Un peuple en attente

Voilà ! L’humanité est en attente de Dieu. Le peuple élu qui, lui, marche en tête, plus sensible à l’attente, fixe son regard sur l’horizon. Désormais le Messie doit être proche. Que cherche en lui ce peuple, son peuple ? Quels traits s’attend-il à découvrir à première vue, sur le visage du Messie ? La puissance, la gloire, la lumière éblouissante, le triomphe.

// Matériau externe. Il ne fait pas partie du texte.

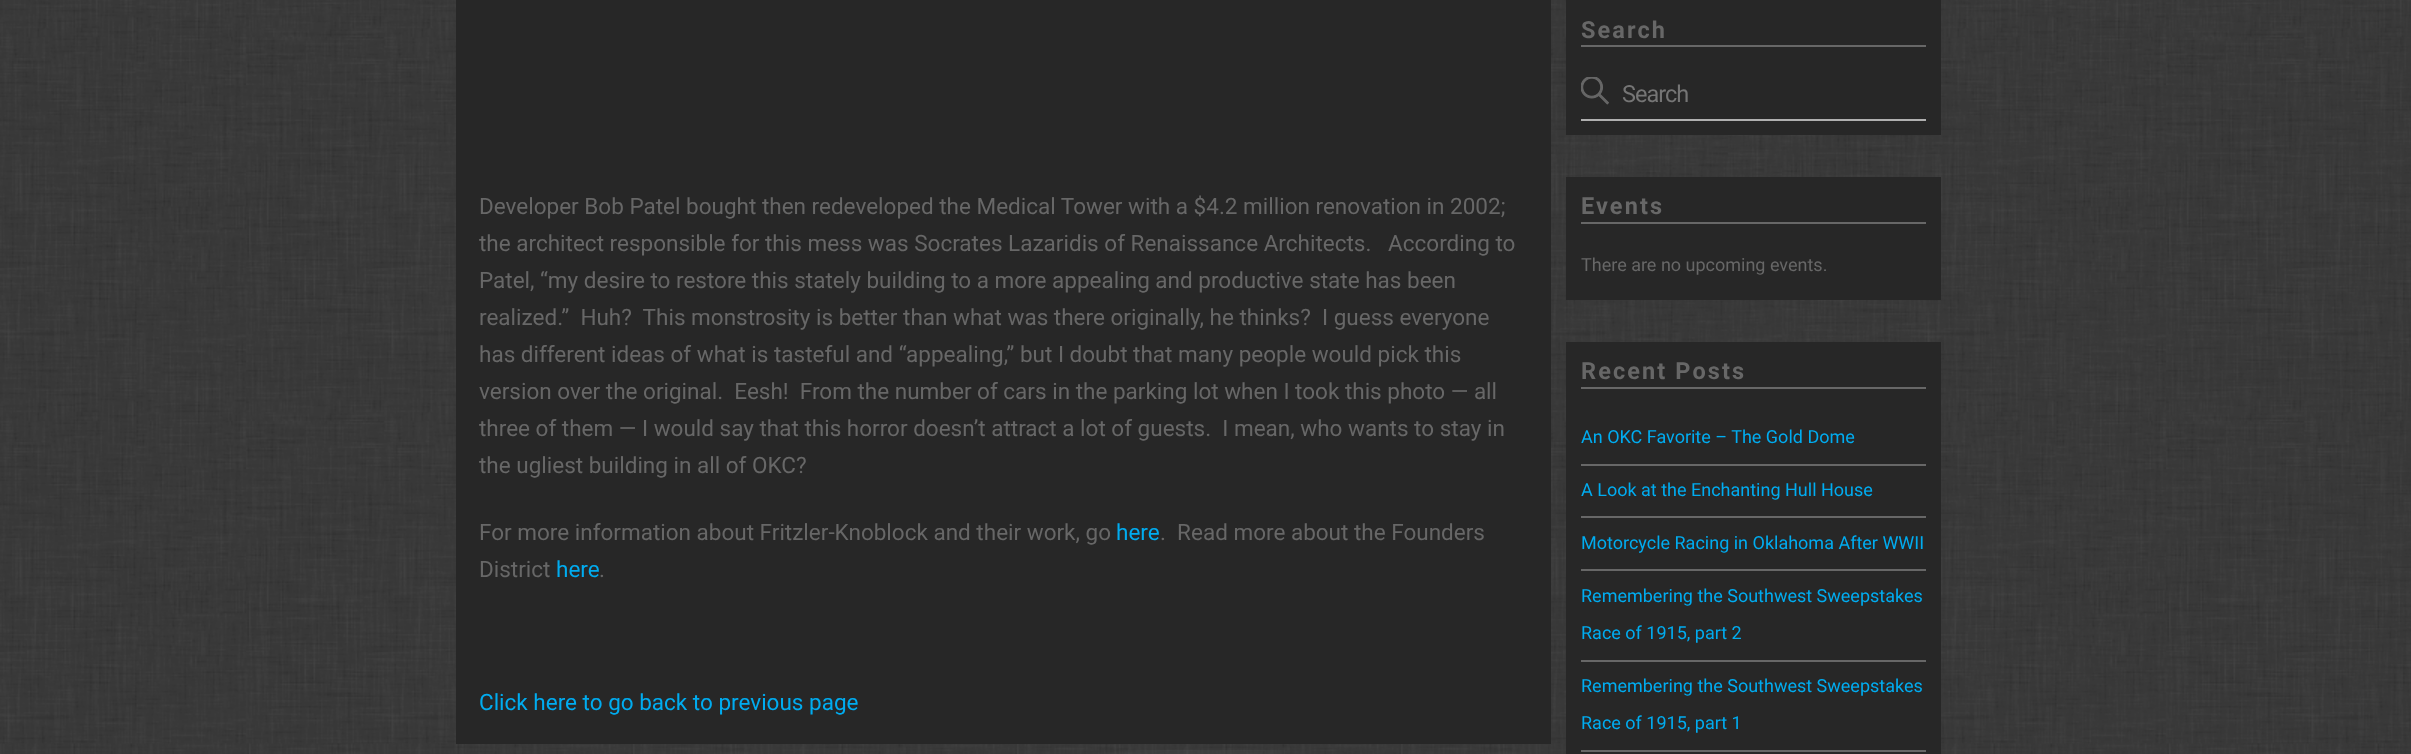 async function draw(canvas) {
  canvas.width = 2411;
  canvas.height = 754;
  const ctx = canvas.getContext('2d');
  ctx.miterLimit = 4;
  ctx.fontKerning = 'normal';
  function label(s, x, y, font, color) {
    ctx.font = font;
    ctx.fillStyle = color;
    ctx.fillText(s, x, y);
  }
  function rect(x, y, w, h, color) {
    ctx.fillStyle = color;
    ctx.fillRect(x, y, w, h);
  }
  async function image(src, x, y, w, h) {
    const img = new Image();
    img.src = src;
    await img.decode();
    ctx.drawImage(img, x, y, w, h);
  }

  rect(0, 0, 2411, 754, '#fff');
  await image('assets/img1.png', 0, 0, 2411, 744);
  await image('assets/img3.png', 0, 743, 2411, 11);
  rect(456, 0, 1095, 744, '#272727');
  label('Developer Bob Patel bought then redeveloped the Medical Tower with a $4.2 million renovation in 2002;', 479, 214, '22.5px Roboto', '#676767');
  label('the architect responsible for this mess was Socrates Lazaridis of Renaissance Architects.   According to', 479, 251, '22.5px Roboto', '#676767');
  label('Patel, “my desire to restore this stately building to a more appealing and productive state has been', 479, 288, '22.5px Roboto', '#676767');
  label('realized.”  Huh?  This monstrosity is better than what was there originally, he thinks?  I guess everyone', 479, 325, '22.5px Roboto', '#676767');
  label('has different ideas of what is tasteful and “appealing,” but I doubt that many people would pick this', 479, 362, '22.5px Roboto', '#676767');
  label('version over the original.  Eesh!  From the number of cars in the parking lot when I took this photo — all', 479, 399, '22.5px Roboto', '#676767');
  label('three of them — I would say that this horror doesn’t attract a lot of guests.  I mean, who wants to stay in', 479, 436, '22.5px Roboto', '#676767');
  label('the ugliest building in all of OKC?', 479, 473, '22.5px Roboto', '#676767');
  label('For more information about Fritzler-Knoblock and their work, go', 479, 540, '22.5px Roboto', '#676767');
  label('here', 1116, 540, '22.5px Roboto', '#00acf0');
  label('.  Read more about the Founders', 1160, 540, '22.5px Roboto', '#676767');
  label('District', 479, 577, '22.5px Roboto', '#676767');
  label('here', 556, 577, '22.5px Roboto', '#00acf0');
  label('.', 599, 577, '22.5px Roboto', '#676767');
  label('Click here to go back to previous page', 479, 710, '22.5px Roboto', '#00acf0');
  rect(1566, 0, 375, 135, '#272727');
  rect(1581, 45, 345, 2, '#676767');
  ctx.letterSpacing = '2.1px';
  label('Search', 1581, 38, 'bold 23.5px Roboto', '#676767');
  rect(1581, 119, 345, 2, '#b0b0b0');
  await image('assets/img2.png', 1581, 77, 28, 28);
  ctx.letterSpacing = '-1px';
  label('Search', 1622, 102, '23.5px Roboto', '#757575');
  rect(1566, 177, 375, 123, '#272727');
  rect(1581, 222, 345, 2, '#676767');
  ctx.letterSpacing = '2.1px';
  label('Events', 1581, 214, 'bold 23.5px Roboto', '#676767');
  ctx.letterSpacing = '0px';
  label('There are no upcoming events.', 1581, 271, '18px Roboto', '#676767');
  rect(1566, 342, 375, 412, '#272727');
  rect(1581, 387, 345, 2, '#676767');
  ctx.letterSpacing = '2.1px';
  label('Recent Posts', 1581, 379, 'bold 23.5px Roboto', '#676767');
  rect(1581, 464, 345, 2, '#676767');
  ctx.letterSpacing = '0px';
  label('An OKC Favorite – The Gold Dome', 1581, 443, '18px Roboto', '#00acf0');
  rect(1581, 516, 345, 2, '#676767');
  label('A Look at the Enchanting Hull House', 1581, 496, '18px Roboto', '#00acf0');
  rect(1581, 569, 345, 2, '#676767');
  label('Motorcycle Racing in Oklahoma After WWII', 1581, 549, '18px Roboto', '#00acf0');
  rect(1581, 660, 345, 2, '#676767');
  label('Remembering the Southwest Sweepstakes', 1581, 602, '18px Roboto', '#00acf0');
  label('Race of 1915, part 2', 1581, 639, '18px Roboto', '#00acf0');
  rect(1581, 750, 345, 2, '#676767');
  label('Remembering the Southwest Sweepstakes', 1581, 692, '18px Roboto', '#00acf0');
  label('Race of 1915, part 1', 1581, 729, '18px Roboto', '#00acf0');
  await image('assets/img4.png', 1124, 750, 161, 4);
}

draw(document.querySelector('canvas')); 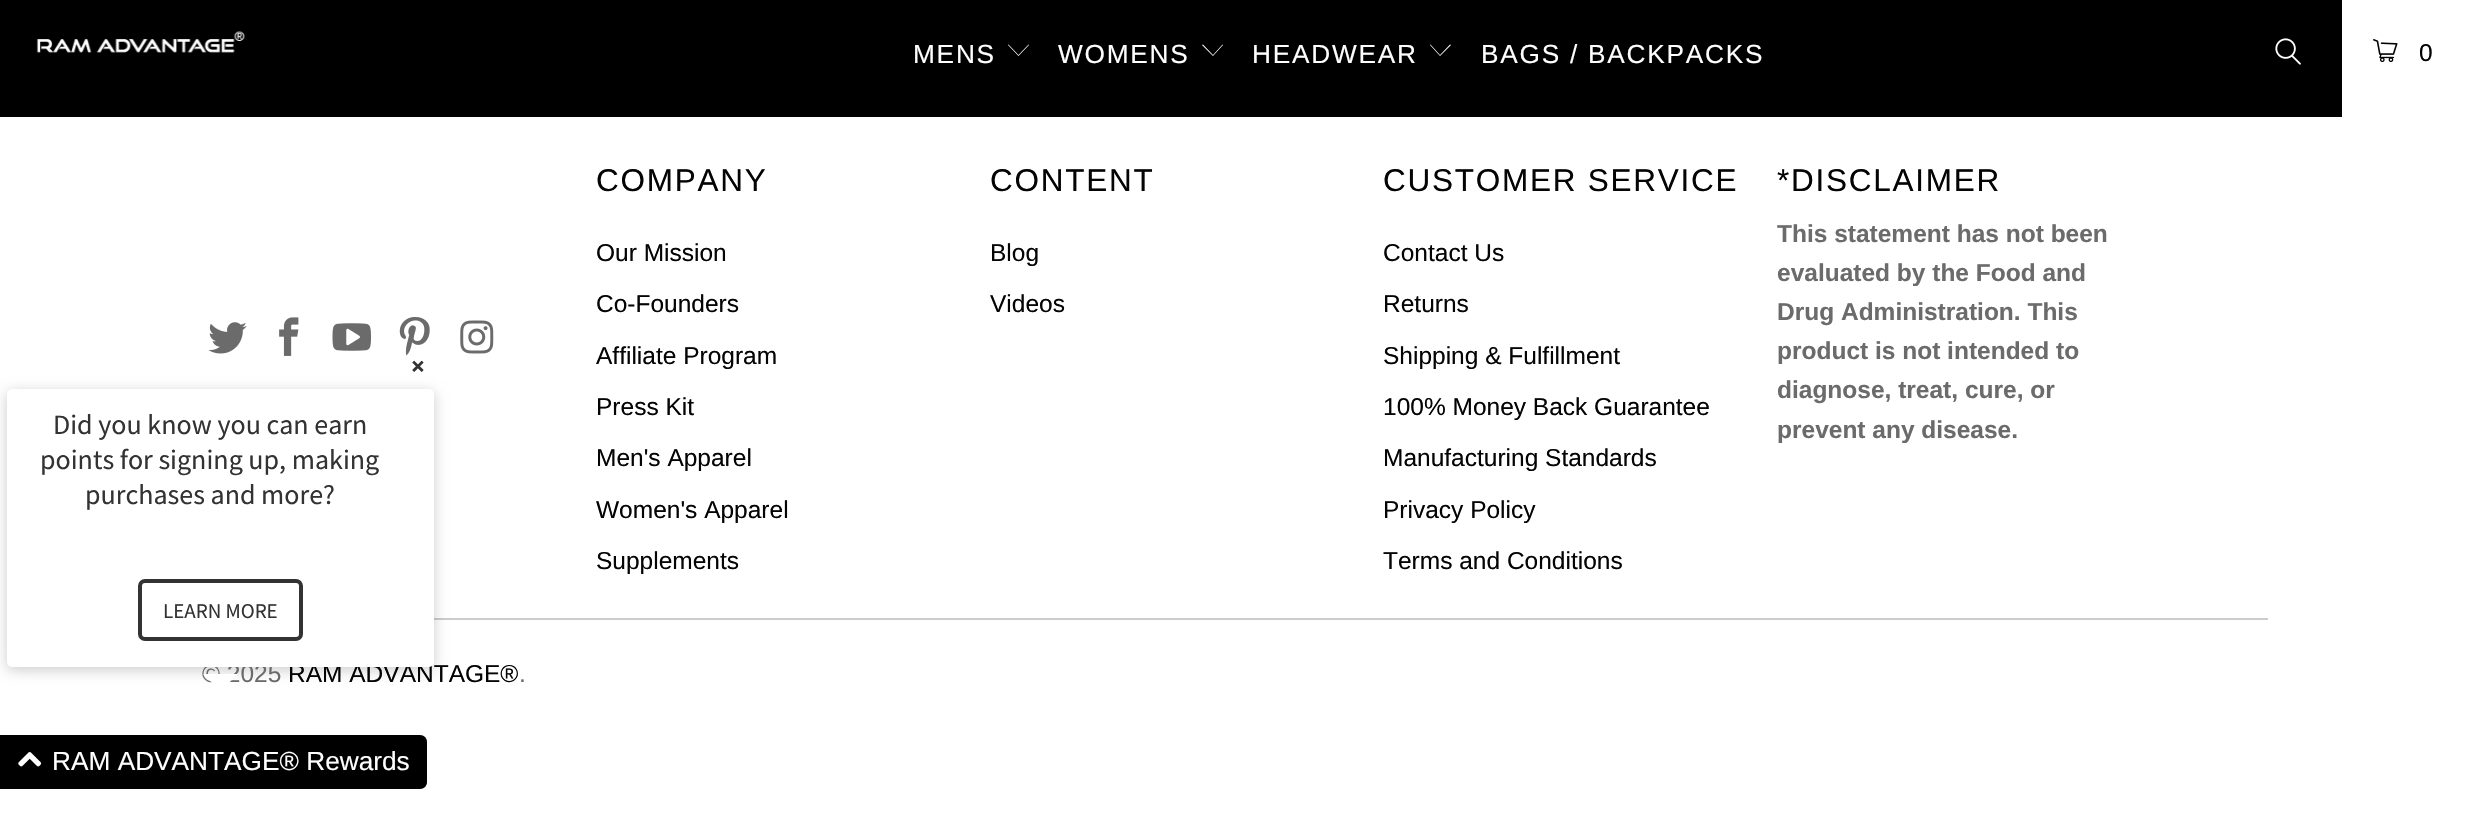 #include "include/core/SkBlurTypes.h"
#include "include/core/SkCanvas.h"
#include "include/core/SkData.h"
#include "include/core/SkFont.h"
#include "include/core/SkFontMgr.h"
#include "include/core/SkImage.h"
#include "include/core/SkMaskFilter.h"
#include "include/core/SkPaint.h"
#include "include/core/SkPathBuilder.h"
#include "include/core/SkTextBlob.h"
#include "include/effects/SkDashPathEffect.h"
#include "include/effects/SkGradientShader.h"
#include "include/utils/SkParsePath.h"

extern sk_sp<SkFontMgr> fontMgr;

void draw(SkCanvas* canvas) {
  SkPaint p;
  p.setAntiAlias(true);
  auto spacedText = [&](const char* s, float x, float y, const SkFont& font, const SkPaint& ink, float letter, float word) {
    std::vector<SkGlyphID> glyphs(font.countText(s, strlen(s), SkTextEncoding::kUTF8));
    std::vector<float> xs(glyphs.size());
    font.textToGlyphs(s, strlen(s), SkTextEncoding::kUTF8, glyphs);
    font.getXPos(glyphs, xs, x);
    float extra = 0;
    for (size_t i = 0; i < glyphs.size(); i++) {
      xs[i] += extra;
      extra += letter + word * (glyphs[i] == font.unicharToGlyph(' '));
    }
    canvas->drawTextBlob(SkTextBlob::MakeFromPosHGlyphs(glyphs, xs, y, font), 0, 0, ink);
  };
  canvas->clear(SK_ColorWHITE);
  p.setColor(SK_ColorBLACK);
  canvas->drawRect(SkRect::MakeLTRB(0, 0, 2342, 117), p);
  canvas->drawImageRect(SkImages::DeferredFromEncodedData(SkData::MakeFromFileName("images/1.png")), SkRect::MakeLTRB(36, 31, 245, 53), SkSamplingOptions());
  p.setColor(SK_ColorWHITE);
  canvas->drawPath(SkPathBuilder().moveTo(1018.5f, 56).lineTo(1008, 45).lineTo(1008.5f, 44.5f).lineTo(1018.5f, 55).lineTo(1028.5f, 44.5f).lineTo(1029, 45).close().detach(), p);
  canvas->drawPath(SkPathBuilder().moveTo(1213, 56).lineTo(1202, 45).lineTo(1203, 44.5f).lineTo(1213, 55).lineTo(1222.5f, 44.5f).lineTo(1223, 45).close().detach(), p);
  canvas->drawPath(SkPathBuilder().moveTo(1440, 56).lineTo(1430, 45).lineTo(1430.5f, 44.5f).lineTo(1440, 55).lineTo(1450, 44.5f).lineTo(1451, 45).close().detach(), p);
  canvas->drawImageRect(SkImages::DeferredFromEncodedData(SkData::MakeFromFileName("images/2.png")), SkRect::MakeLTRB(2275, 38, 2301, 65), SkSamplingOptions());
  canvas->drawImageRect(SkImages::DeferredFromEncodedData(SkData::MakeFromFileName("images/3.png")), SkRect::MakeLTRB(2373, 39, 2398, 62), SkSamplingOptions());
  canvas->drawImageRect(SkImages::DeferredFromEncodedData(SkData::MakeFromFileName("images/4.png")), SkRect::MakeLTRB(208, 322, 247, 354), SkSamplingOptions());
  canvas->drawImageRect(SkImages::DeferredFromEncodedData(SkData::MakeFromFileName("images/5.png")), SkRect::MakeLTRB(279, 317, 299, 356), SkSamplingOptions());
  canvas->drawImageRect(SkImages::DeferredFromEncodedData(SkData::MakeFromFileName("images/6.png")), SkRect::MakeLTRB(332, 323, 371, 351), SkSamplingOptions());
  canvas->drawImageRect(SkImages::DeferredFromEncodedData(SkData::MakeFromFileName("images/7.png")), SkRect::MakeLTRB(399, 316, 430, 356), SkSamplingOptions());
  canvas->drawImageRect(SkImages::DeferredFromEncodedData(SkData::MakeFromFileName("images/8.png")), SkRect::MakeLTRB(460, 320, 494, 354), SkSamplingOptions());
  p.setColor(SkColorSetRGB(204, 204, 204));
  canvas->drawRect(SkRect::MakeLTRB(434, 618, 2268, 620), p);
  p.setColor(SkColorSetARGB(51, 0, 0, 0));
  p.setMaskFilter(SkMaskFilter::MakeBlur(kNormal_SkBlurStyle, 7));
  canvas->drawRoundRect(SkRect::MakeLTRB(7, 392, 434, 670), 5, 5, p);
  p.setMaskFilter(nullptr);
  p.setColor(SK_ColorBLACK);
  canvas->drawPath(SkPathBuilder().moveTo(0, 735).lineTo(420, 735).cubicTo(424, 735, 427, 738, 427, 742).lineTo(427, 782).cubicTo(427, 786, 424, 789, 420, 789).lineTo(0, 789).close().detach(), p);
  canvas->drawImageRect(SkImages::DeferredFromEncodedData(SkData::MakeFromFileName("images/9.png")), SkRect::MakeLTRB(18, 752, 42, 767), SkSamplingOptions());
  SkFont font1(fontMgr->matchFamilyStyle("Liberation Sans", SkFontStyle::Normal()), 26.25f);
  font1.setSubpixel(true);
  p.setColor(SK_ColorWHITE);
  spacedText("MENS", 913, 63, font1, p, 1.75f, 0);
  spacedText("WOMENS", 1058, 63, font1, p, 1.75f, 0);
  spacedText("HEADWEAR", 1252, 63, font1, p, 1.75f, 0);
  spacedText("BAGS / BACKPACKS", 1481, 63, font1, p, 1.75f, 0);
  SkFont font2(fontMgr->matchFamilyStyle("Liberation Sans", SkFontStyle::Normal()), 24.5f);
  font2.setSubpixel(true);
  p.setColor(SkColorSetRGB(4, 4, 4));
  spacedText("0", 2419, 61, font2, p, 1.75f, 0);
  SkFont font3(fontMgr->matchFamilyStyle("Liberation Sans", SkFontStyle::Normal()), 31.5f);
  font3.setSubpixel(true);
  spacedText("COMPANY", 596, 191, font3, p, 1.75f, 0);
  canvas->drawString("Our Mission", 596, 261, font2, p);
  canvas->drawString("Co-Founders", 596, 312, font2, p);
  canvas->drawString("Affiliate Program", 596, 364, font2, p);
  canvas->drawString("Press Kit", 596, 415, font2, p);
  canvas->drawString("Men's Apparel", 596, 466, font2, p);
  canvas->drawString("Women's Apparel", 596, 518, font2, p);
  canvas->drawString("Supplements", 596, 569, font2, p);
  spacedText("CONTENT", 990, 191, font3, p, 1.75f, 0);
  canvas->drawString("Blog", 990, 261, font2, p);
  canvas->drawString("Videos", 990, 312, font2, p);
  spacedText("CUSTOMER SERVICE", 1383, 191, font3, p, 1.75f, 0);
  canvas->drawString("Contact Us", 1383, 261, font2, p);
  canvas->drawString("Returns", 1383, 312, font2, p);
  canvas->drawString("Shipping & Fulfillment", 1383, 364, font2, p);
  canvas->drawString("100% Money Back Guarantee", 1383, 415, font2, p);
  canvas->drawString("Manufacturing Standards", 1383, 466, font2, p);
  canvas->drawString("Privacy Policy", 1383, 518, font2, p);
  canvas->drawString("Terms and Conditions", 1383, 569, font2, p);
  spacedText("*DISCLAIMER", 1777, 191, font3, p, 1.75f, 0);
  SkFont font4(fontMgr->matchFamilyStyle("Liberation Sans", SkFontStyle::Bold()), 24.5f);
  font4.setSubpixel(true);
  p.setColor(SkColorSetRGB(107, 107, 107));
  canvas->drawString("This statement has not been", 1777, 242, font4, p);
  canvas->drawString("evaluated by the Food and", 1777, 281, font4, p);
  canvas->drawString("Drug Administration. This", 1777, 320, font4, p);
  canvas->drawString("product is not intended to", 1777, 359, font4, p);
  canvas->drawString("diagnose, treat, cure, or", 1777, 398, font4, p);
  canvas->drawString("prevent any disease.", 1777, 438, font4, p);
  canvas->drawString("© 2025", 202, 682, font2, p);
  p.setColor(SkColorSetRGB(4, 4, 4));
  canvas->drawString("RAM ADVANTAGE®", 288, 682, font2, p);
  p.setColor(SkColorSetRGB(107, 107, 107));
  canvas->drawString(".", 519, 682, font2, p);
  SkFont font5(fontMgr->matchFamilyStyle("Source Sans Pro", SkFontStyle::Bold()), 26.25f);
  font5.setSubpixel(true);
  p.setColor(SkColorSetRGB(51, 51, 51));
  canvas->drawString("×", 411, 375, font5, p);
  p.setColor(SK_ColorWHITE);
  canvas->drawRoundRect(SkRect::MakeLTRB(7, 389, 434, 667), 5, 5, p);
  SkFont font6(fontMgr->matchFamilyStyle("Source Sans Pro", SkFontStyle::Normal()), 28);
  font6.setSubpixel(true);
  p.setColor(SkColorSetRGB(51, 51, 51));
  canvas->drawString("Did you know you can earn", 53, 434, font6, p);
  canvas->drawString("points for signing up, making", 40, 469, font6, p);
  canvas->drawString("purchases and more?", 85, 504, font6, p);
  p.setStyle(SkPaint::kStroke_Style);
  p.setStrokeWidth(4);
  canvas->drawRoundRect(SkRect::MakeLTRB(140, 581, 301, 639), 5, 5, p);
  SkFont font7(fontMgr->matchFamilyStyle("Source Sans Pro", SkFontStyle::Normal()), 21);
  font7.setSubpixel(true);
  p.setStyle(SkPaint::kFill_Style);
  canvas->drawString("LEARN MORE", 163, 618, font7, p);
  p.setColor(SK_ColorWHITE);
  canvas->drawPath(SkPathBuilder().moveTo(203, 674).lineTo(238, 674).lineTo(220.5f, 691).close().detach(), p);
  canvas->drawString("RAM ADVANTAGE® Rewards", 52, 770, font1, p);
}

Et que voit-il arriver ? La faiblesse, la petitesse, l’obscurité, l’anonymat. Qui a reconnu la venue de Dieu sous les apparences charnelles d’un petit enfant sans défense ? Personne ! Marie, la pauvre maman de Jésus, tient dans ses bras l’inconnu des nations, le vrai “Dieu caché” d’Isaïe. Parmi tous ceux qui l’attendaient, aucun ne l’a reconnu. Personne n’est venu de Jérusalem, la ville sainte, piédestal du trône de Dieu ! Ce fut pire encore ! Quelqu’un s’est déplacé, mais pour tuer l’importun qui venait de manière si différente de ce que l’on attendait. Le peuple le plus religieux de la terre, le peuple élu ne vivait que de cette attente, et cette attente était devenue fièvre, cela se sentait dans l’air. Que cherchait ce peuple scrutant l’horizon messianique, l’aurore de toutes les prophéties ? Il cherchait le Fils de David, le vainqueur, le Dieu des armées, celui qui devait restaurer le royaume, celui qui devait enfin chasser les Romains détestés ! Triomphe, victoire, sécurité : toujours le même rêve !
Et qu’arrive-t-il ? Un pauvre ouvrier, obscur dans un village obscur, et, qui plus est, méprisé. Il n’y a rien à faire, après tant d’années d’attente, personne ne s’est aperçu de sa venue. Les regards cherchaient bien autre chose que la sueur d’un travailleur ou l’anonymat d’un pauvre !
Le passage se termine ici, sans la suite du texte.